Assignment: Return the entries below word for word. No picture belongs in the copy.

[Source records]
○ ○ ○ ○

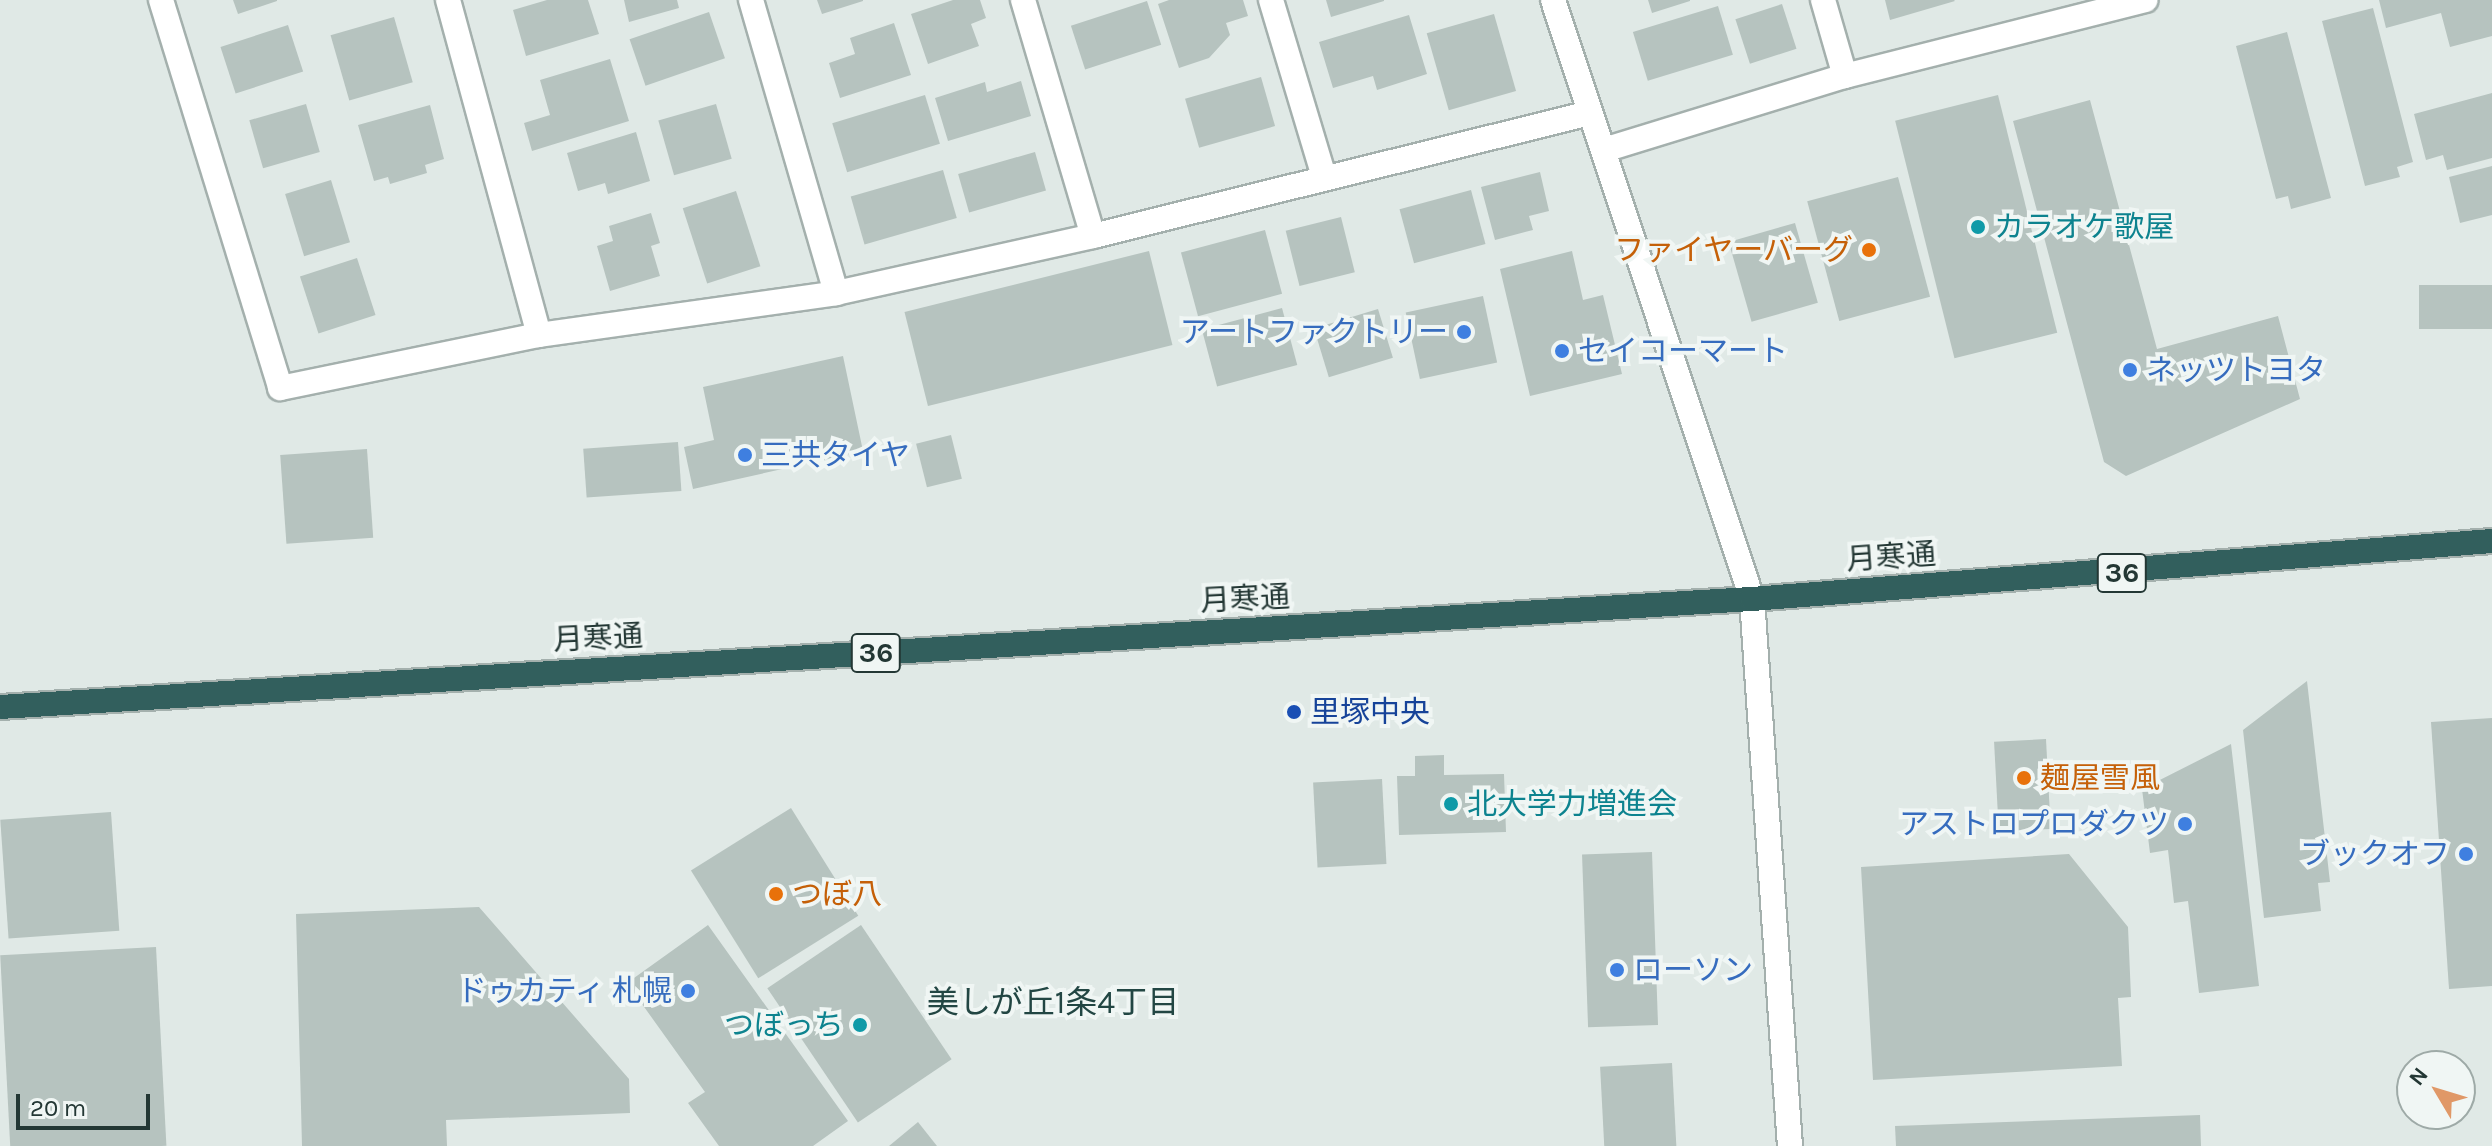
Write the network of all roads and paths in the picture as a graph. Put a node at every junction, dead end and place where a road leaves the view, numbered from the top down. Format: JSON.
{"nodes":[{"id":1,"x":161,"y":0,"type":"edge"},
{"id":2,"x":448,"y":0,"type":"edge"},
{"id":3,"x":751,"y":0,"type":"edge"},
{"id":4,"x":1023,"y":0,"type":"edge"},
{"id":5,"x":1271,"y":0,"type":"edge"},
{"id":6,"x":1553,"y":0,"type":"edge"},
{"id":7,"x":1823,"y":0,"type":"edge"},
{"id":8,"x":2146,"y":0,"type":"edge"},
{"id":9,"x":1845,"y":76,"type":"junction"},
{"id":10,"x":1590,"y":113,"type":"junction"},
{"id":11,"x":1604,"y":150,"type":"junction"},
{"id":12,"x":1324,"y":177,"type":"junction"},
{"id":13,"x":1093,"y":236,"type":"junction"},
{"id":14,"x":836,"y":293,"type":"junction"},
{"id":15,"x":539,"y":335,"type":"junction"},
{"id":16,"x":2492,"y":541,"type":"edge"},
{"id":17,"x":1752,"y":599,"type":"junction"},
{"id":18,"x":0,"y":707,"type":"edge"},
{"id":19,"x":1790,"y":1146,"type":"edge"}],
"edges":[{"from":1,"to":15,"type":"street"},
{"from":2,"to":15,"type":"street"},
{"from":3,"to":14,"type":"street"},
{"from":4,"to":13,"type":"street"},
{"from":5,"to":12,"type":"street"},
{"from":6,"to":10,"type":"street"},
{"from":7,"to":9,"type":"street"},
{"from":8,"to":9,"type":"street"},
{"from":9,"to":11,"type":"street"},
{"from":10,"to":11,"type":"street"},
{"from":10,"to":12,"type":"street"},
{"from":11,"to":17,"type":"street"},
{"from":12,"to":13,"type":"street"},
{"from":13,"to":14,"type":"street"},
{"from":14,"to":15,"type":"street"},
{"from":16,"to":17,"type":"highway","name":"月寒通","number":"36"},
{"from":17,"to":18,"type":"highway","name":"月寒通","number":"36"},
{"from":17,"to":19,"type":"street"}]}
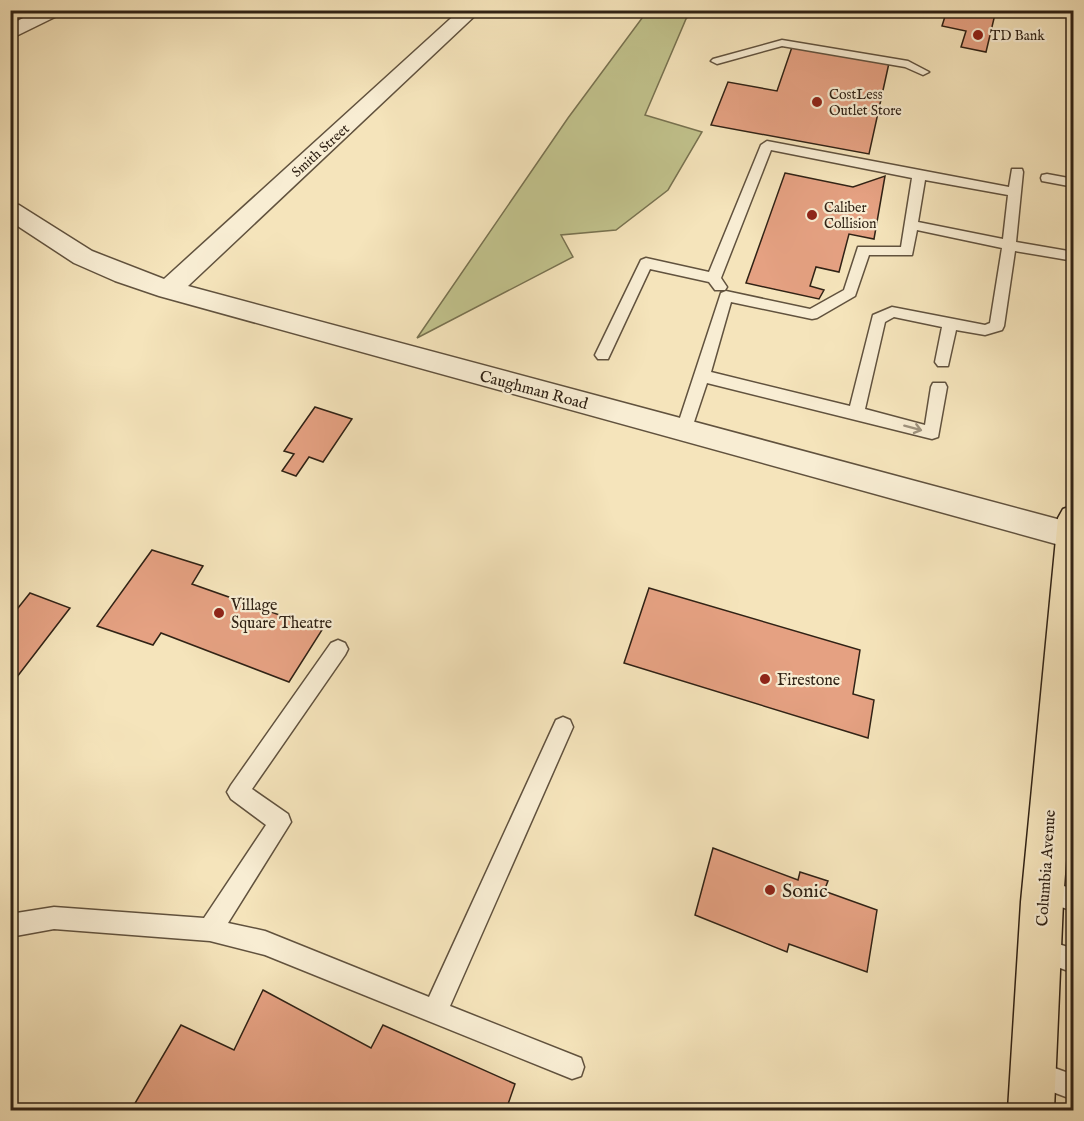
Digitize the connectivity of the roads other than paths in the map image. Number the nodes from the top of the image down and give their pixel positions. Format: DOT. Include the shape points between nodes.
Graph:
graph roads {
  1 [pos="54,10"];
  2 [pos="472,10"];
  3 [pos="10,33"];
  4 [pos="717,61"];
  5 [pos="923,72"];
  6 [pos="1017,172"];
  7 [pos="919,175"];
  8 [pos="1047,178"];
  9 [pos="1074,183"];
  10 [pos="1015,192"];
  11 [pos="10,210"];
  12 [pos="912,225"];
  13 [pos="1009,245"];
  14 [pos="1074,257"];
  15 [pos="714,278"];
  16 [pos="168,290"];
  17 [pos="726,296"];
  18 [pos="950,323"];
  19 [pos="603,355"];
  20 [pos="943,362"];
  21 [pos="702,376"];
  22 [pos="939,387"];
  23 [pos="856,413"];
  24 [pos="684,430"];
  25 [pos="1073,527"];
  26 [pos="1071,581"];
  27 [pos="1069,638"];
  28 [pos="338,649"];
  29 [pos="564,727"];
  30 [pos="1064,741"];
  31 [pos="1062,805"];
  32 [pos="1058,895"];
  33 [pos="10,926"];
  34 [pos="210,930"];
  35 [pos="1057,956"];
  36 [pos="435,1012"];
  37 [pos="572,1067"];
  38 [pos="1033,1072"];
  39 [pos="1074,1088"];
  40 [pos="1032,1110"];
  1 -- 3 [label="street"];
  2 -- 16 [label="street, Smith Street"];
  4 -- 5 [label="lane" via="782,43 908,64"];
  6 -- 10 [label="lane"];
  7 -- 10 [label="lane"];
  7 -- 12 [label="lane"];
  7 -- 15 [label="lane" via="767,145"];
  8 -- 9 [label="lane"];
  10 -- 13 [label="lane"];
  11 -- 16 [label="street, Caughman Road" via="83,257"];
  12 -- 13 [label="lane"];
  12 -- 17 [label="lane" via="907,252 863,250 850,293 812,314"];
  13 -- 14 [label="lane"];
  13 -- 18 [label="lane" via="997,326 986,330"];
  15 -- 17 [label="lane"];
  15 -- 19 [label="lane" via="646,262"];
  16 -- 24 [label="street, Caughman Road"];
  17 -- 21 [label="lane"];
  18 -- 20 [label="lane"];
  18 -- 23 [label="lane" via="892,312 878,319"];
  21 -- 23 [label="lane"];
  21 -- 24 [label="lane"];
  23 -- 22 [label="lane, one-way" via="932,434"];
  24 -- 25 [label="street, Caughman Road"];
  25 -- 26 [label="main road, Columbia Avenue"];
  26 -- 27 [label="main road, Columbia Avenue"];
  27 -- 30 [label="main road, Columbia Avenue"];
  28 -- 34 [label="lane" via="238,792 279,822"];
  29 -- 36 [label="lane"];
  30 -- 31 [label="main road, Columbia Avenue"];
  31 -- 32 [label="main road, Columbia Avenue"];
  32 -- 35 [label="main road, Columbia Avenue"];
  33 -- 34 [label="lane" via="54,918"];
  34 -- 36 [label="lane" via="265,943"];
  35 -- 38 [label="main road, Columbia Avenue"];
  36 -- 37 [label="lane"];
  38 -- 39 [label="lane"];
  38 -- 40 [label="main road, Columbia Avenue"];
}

○ ○ ○ ○

Expected output:
Write the network of all roads and paths in the picture as a graph. Put a node at every junction, dead end and place where a road leaves the view, numbered from the top down. Format: JSON.
{"nodes":[{"id":1,"x":161,"y":0,"type":"edge"},
{"id":2,"x":448,"y":0,"type":"edge"},
{"id":3,"x":751,"y":0,"type":"edge"},
{"id":4,"x":1023,"y":0,"type":"edge"},
{"id":5,"x":1271,"y":0,"type":"edge"},
{"id":6,"x":1553,"y":0,"type":"edge"},
{"id":7,"x":1823,"y":0,"type":"edge"},
{"id":8,"x":2146,"y":0,"type":"edge"},
{"id":9,"x":1845,"y":76,"type":"junction"},
{"id":10,"x":1590,"y":113,"type":"junction"},
{"id":11,"x":1604,"y":150,"type":"junction"},
{"id":12,"x":1324,"y":177,"type":"junction"},
{"id":13,"x":1093,"y":236,"type":"junction"},
{"id":14,"x":836,"y":293,"type":"junction"},
{"id":15,"x":539,"y":335,"type":"junction"},
{"id":16,"x":2492,"y":541,"type":"edge"},
{"id":17,"x":1752,"y":599,"type":"junction"},
{"id":18,"x":0,"y":707,"type":"edge"},
{"id":19,"x":1790,"y":1146,"type":"edge"}],
"edges":[{"from":1,"to":15,"type":"street"},
{"from":2,"to":15,"type":"street"},
{"from":3,"to":14,"type":"street"},
{"from":4,"to":13,"type":"street"},
{"from":5,"to":12,"type":"street"},
{"from":6,"to":10,"type":"street"},
{"from":7,"to":9,"type":"street"},
{"from":8,"to":9,"type":"street"},
{"from":9,"to":11,"type":"street"},
{"from":10,"to":11,"type":"street"},
{"from":10,"to":12,"type":"street"},
{"from":11,"to":17,"type":"street"},
{"from":12,"to":13,"type":"street"},
{"from":13,"to":14,"type":"street"},
{"from":14,"to":15,"type":"street"},
{"from":16,"to":17,"type":"highway","name":"月寒通","number":"36"},
{"from":17,"to":18,"type":"highway","name":"月寒通","number":"36"},
{"from":17,"to":19,"type":"street"}]}
Digitize the connectivity of the roads other than paths in the map image. Number the nodes from the top of the image down and give their pixel positions. Format: DOT. Include the shape points between nodes.
Graph:
graph roads {
  1 [pos="54,10"];
  2 [pos="472,10"];
  3 [pos="10,33"];
  4 [pos="717,61"];
  5 [pos="923,72"];
  6 [pos="1017,172"];
  7 [pos="919,175"];
  8 [pos="1047,178"];
  9 [pos="1074,183"];
  10 [pos="1015,192"];
  11 [pos="10,210"];
  12 [pos="912,225"];
  13 [pos="1009,245"];
  14 [pos="1074,257"];
  15 [pos="714,278"];
  16 [pos="168,290"];
  17 [pos="726,296"];
  18 [pos="950,323"];
  19 [pos="603,355"];
  20 [pos="943,362"];
  21 [pos="702,376"];
  22 [pos="939,387"];
  23 [pos="856,413"];
  24 [pos="684,430"];
  25 [pos="1073,527"];
  26 [pos="1071,581"];
  27 [pos="1069,638"];
  28 [pos="338,649"];
  29 [pos="564,727"];
  30 [pos="1064,741"];
  31 [pos="1062,805"];
  32 [pos="1058,895"];
  33 [pos="10,926"];
  34 [pos="210,930"];
  35 [pos="1057,956"];
  36 [pos="435,1012"];
  37 [pos="572,1067"];
  38 [pos="1033,1072"];
  39 [pos="1074,1088"];
  40 [pos="1032,1110"];
  1 -- 3 [label="street"];
  2 -- 16 [label="street, Smith Street"];
  4 -- 5 [label="lane" via="782,43 908,64"];
  6 -- 10 [label="lane"];
  7 -- 10 [label="lane"];
  7 -- 12 [label="lane"];
  7 -- 15 [label="lane" via="767,145"];
  8 -- 9 [label="lane"];
  10 -- 13 [label="lane"];
  11 -- 16 [label="street, Caughman Road" via="83,257"];
  12 -- 13 [label="lane"];
  12 -- 17 [label="lane" via="907,252 863,250 850,293 812,314"];
  13 -- 14 [label="lane"];
  13 -- 18 [label="lane" via="997,326 986,330"];
  15 -- 17 [label="lane"];
  15 -- 19 [label="lane" via="646,262"];
  16 -- 24 [label="street, Caughman Road"];
  17 -- 21 [label="lane"];
  18 -- 20 [label="lane"];
  18 -- 23 [label="lane" via="892,312 878,319"];
  21 -- 23 [label="lane"];
  21 -- 24 [label="lane"];
  23 -- 22 [label="lane, one-way" via="932,434"];
  24 -- 25 [label="street, Caughman Road"];
  25 -- 26 [label="main road, Columbia Avenue"];
  26 -- 27 [label="main road, Columbia Avenue"];
  27 -- 30 [label="main road, Columbia Avenue"];
  28 -- 34 [label="lane" via="238,792 279,822"];
  29 -- 36 [label="lane"];
  30 -- 31 [label="main road, Columbia Avenue"];
  31 -- 32 [label="main road, Columbia Avenue"];
  32 -- 35 [label="main road, Columbia Avenue"];
  33 -- 34 [label="lane" via="54,918"];
  34 -- 36 [label="lane" via="265,943"];
  35 -- 38 [label="main road, Columbia Avenue"];
  36 -- 37 [label="lane"];
  38 -- 39 [label="lane"];
  38 -- 40 [label="main road, Columbia Avenue"];
}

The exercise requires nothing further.